Elhanan Bar On, director of the Israel Center for Disaster Medicine and Humanitarian Response at Sheba Medical Center, said professional relationships between Israelis and Palestinians date back at least two decades.
“Our team travelled to Jericho, to see their facilities and we provided their professionals with a long session, sharing what we know and listening to what they need, and how to adapt what we do at Sheba, where we have high-tech equipment that they do not have. We followed up with visits in East Jerusalem, and met in Israel with groups from the Gaza Strip. We are also making ourselves available through the phone.”

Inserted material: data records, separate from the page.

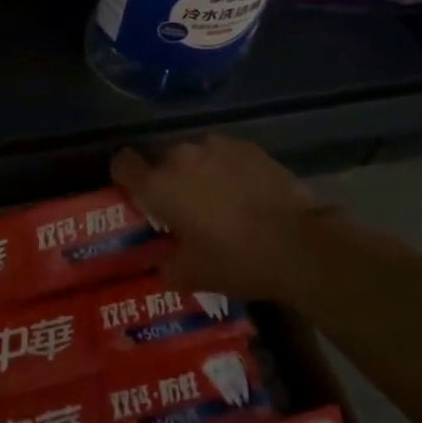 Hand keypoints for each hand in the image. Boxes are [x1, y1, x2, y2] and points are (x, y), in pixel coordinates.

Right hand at [111, 135, 323, 303]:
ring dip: (198, 172)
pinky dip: (228, 169)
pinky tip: (246, 193)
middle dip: (167, 180)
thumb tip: (162, 262)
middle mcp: (181, 156)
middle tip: (183, 209)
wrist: (298, 243)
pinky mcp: (248, 146)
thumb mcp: (194, 276)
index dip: (124, 176)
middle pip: (161, 160)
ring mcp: (216, 146)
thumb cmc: (236, 260)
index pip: (123, 164)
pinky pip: (225, 155)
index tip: (133, 192)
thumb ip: (168, 265)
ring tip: (219, 200)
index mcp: (159, 185)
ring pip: (195, 155) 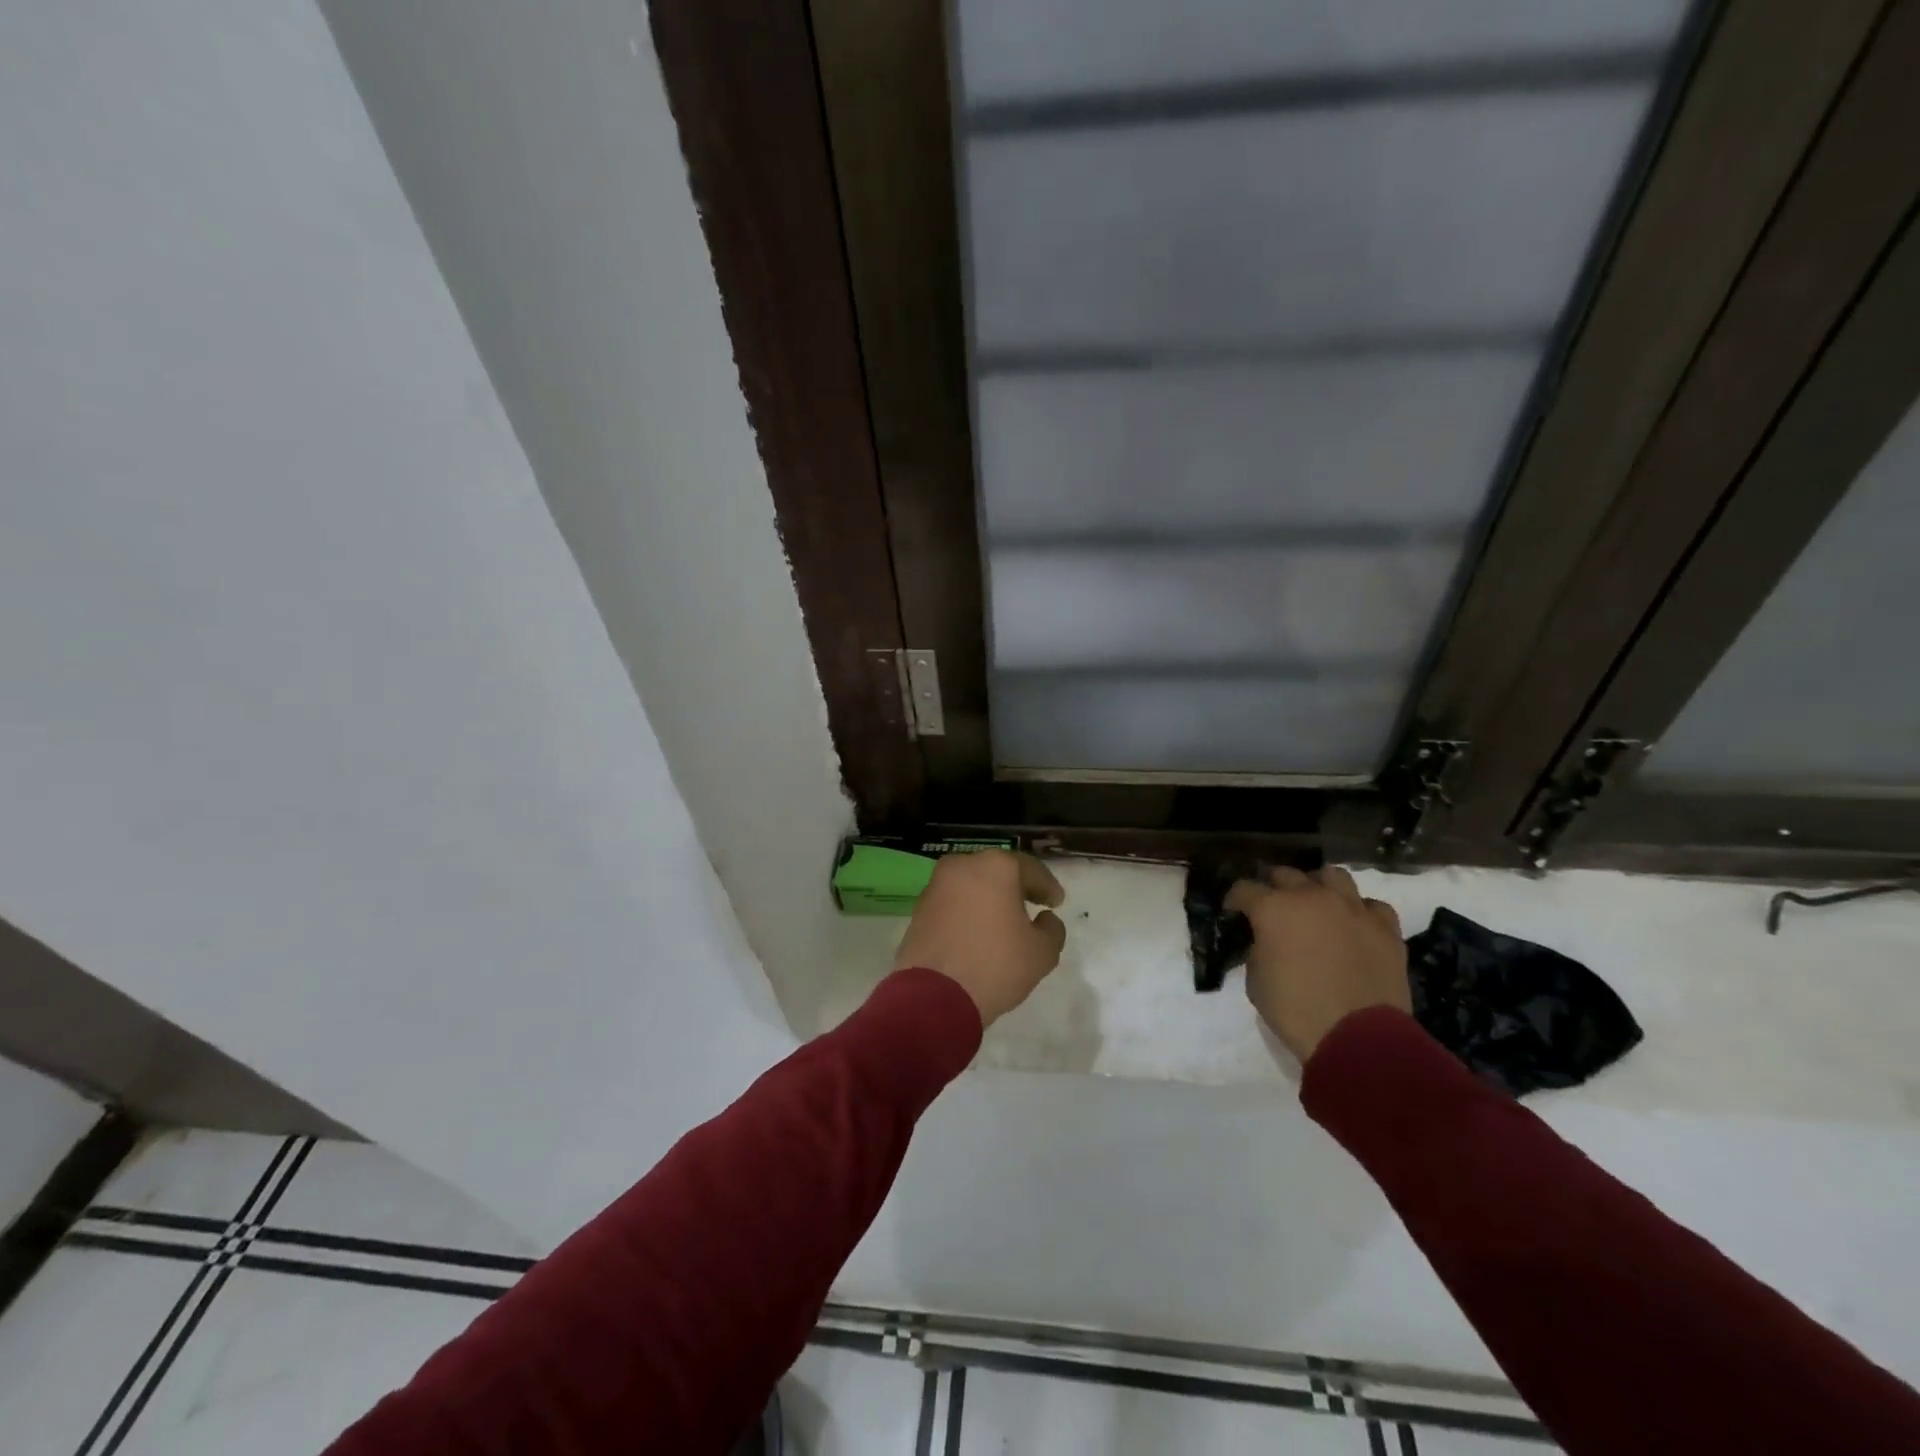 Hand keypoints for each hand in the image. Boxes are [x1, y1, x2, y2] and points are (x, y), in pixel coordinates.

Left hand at [892, 850, 1067, 1027]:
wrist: (933, 996)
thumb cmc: (995, 965)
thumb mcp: (1042, 952)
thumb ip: (1052, 929)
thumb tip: (1044, 919)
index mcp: (995, 866)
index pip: (1030, 869)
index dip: (1047, 886)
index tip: (1056, 903)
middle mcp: (962, 865)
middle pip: (997, 871)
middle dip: (1016, 887)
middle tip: (1033, 905)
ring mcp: (936, 886)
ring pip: (972, 885)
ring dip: (990, 899)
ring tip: (1004, 922)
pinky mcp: (919, 909)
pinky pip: (953, 903)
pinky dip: (968, 911)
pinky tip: (978, 932)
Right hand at [1225, 866, 1409, 1063]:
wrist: (1358, 1038)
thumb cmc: (1296, 1011)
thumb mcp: (1256, 981)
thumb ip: (1257, 950)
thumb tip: (1266, 942)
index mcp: (1273, 908)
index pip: (1244, 888)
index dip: (1236, 901)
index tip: (1235, 913)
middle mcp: (1311, 897)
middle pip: (1286, 874)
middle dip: (1274, 888)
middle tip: (1274, 909)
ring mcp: (1352, 908)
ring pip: (1332, 875)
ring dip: (1319, 886)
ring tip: (1317, 905)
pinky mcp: (1385, 927)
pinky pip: (1371, 906)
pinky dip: (1360, 911)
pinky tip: (1355, 926)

On the Palestinian side, Unipal 2000, a Gaza clothing manufacturer based in Gaza City, has converted its factories to produce surgical masks and other protective gear, which they are selling to Israel. A spokesman said they have already signed contracts with Israeli business partners to provide one million masks and 50,000 protective suits by the end of April.
Noa Schusterman, Research Assistant to the Director General of Institute for National Security Studies and its Israel-Palestinian Research Program Coordinator, said that the Palestinian Authority has been completely open about its cooperation with Israel.

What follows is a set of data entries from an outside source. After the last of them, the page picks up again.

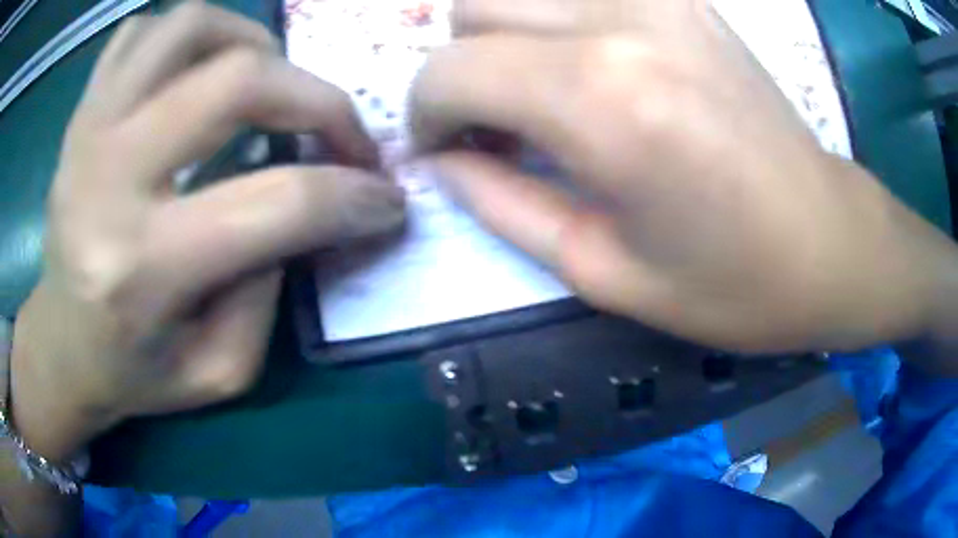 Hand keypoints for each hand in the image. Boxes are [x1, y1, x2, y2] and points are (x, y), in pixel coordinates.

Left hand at [10, 3, 403, 461]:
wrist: (61, 347)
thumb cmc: (132, 373)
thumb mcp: (218, 370)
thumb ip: (270, 290)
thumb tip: (307, 206)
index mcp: (140, 268)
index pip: (277, 203)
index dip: (353, 195)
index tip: (387, 200)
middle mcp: (107, 179)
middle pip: (238, 82)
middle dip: (320, 100)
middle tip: (338, 133)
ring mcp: (87, 131)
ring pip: (189, 26)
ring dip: (250, 42)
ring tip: (267, 81)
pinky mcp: (81, 113)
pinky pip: (142, 32)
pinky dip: (186, 36)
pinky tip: (197, 73)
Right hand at [411, 0, 957, 354]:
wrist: (829, 243)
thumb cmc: (732, 283)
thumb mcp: (602, 272)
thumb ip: (501, 204)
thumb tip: (442, 161)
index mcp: (602, 100)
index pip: (450, 70)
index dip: (425, 113)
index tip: (443, 152)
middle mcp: (622, 22)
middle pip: (473, 8)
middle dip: (459, 70)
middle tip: (491, 127)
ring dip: (501, 38)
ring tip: (534, 94)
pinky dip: (553, 19)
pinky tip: (586, 66) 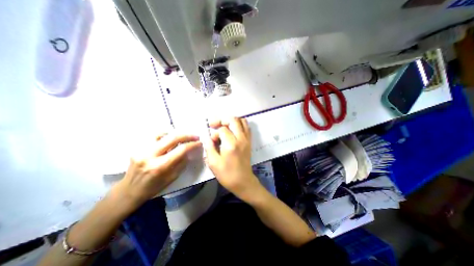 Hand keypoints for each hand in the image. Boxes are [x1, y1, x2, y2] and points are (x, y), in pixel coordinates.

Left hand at [117, 133, 202, 205]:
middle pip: (172, 137)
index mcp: (160, 166)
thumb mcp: (172, 177)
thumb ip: (182, 163)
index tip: (199, 142)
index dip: (192, 144)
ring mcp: (141, 149)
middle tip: (195, 135)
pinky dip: (164, 135)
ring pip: (162, 133)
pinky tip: (168, 139)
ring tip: (181, 137)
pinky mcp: (137, 147)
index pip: (181, 150)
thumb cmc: (154, 187)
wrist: (129, 190)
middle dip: (187, 135)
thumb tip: (189, 151)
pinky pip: (154, 136)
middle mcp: (150, 155)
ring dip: (175, 134)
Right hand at [204, 118, 262, 201]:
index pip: (222, 130)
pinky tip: (232, 129)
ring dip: (231, 120)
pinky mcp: (249, 141)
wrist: (243, 181)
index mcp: (231, 144)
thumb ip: (209, 147)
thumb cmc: (227, 174)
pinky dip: (239, 124)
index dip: (215, 134)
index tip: (212, 141)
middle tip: (214, 124)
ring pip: (241, 121)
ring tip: (223, 126)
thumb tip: (206, 137)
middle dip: (222, 120)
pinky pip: (246, 127)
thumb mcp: (213, 163)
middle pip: (233, 120)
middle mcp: (241, 139)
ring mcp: (247, 139) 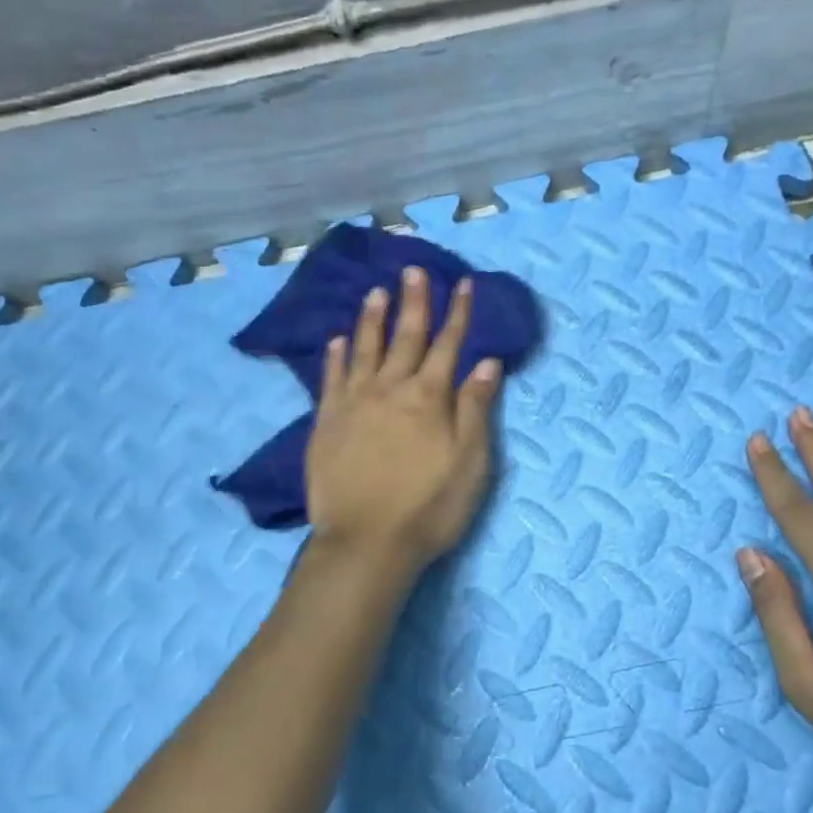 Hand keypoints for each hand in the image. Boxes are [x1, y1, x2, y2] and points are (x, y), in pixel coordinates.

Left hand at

“The PA knows that their public trusts the Israeli capabilities more than they trust the Palestinian Authorities in matters like these. In fact, this cooperation boosts the position of the PA in the eyes of its own people.”
“Whenever there’s a crisis that affects the people’s health, collaboration should be possible,” Dr. Zahar Nazzal, an epidemiologist at An-Najah University in the West Bank city of Nabus said.
Dr. Walid Nammour, CEO of the Augusta Victoria Hospital in East Jerusalem, said, “If this tiny virus, that we can’t even see, can be so destructive, we must learn to cooperate together now and in the future.”
A public opinion poll found that 68% of Palestinians support the PA’s cooperation with Israel to stem the spread of the virus. Some Israelis have voiced their gratitude on Twitter and television for Palestinian Arab citizens who make up 17% of Israel’s doctors, a quarter of its nurses and nearly half its pharmacists.
Acclaimed Israeli novelist David Grossman, who was awarded the 2017 Man Booker Prize, wrote to Haaretz about the radical changes in perspective the virus may bring. He wrote, “Possibly there will be some who will for the first time wonder why Israelis and Palestinians continue to do battle against each other, afflicting their lives for more than a hundred years with a war that could have been resolved long ago.”
The coronavirus outbreak has done what local and international politicians and activists have been unable to do. It has sparked an extraordinarily high level of cooperation and coordination between Palestinians and Israelis.
COVID-19 is, first and foremost a global health crisis. But at a deeper level, it is also a powerful statement about health and its ability to bridge the divide between people, when few other initiatives can. This is what Project Rozana set out to achieve.
The tentative steps we took in 2013 have become a leap of faith that could, if allowed, changes lives for the better and forever.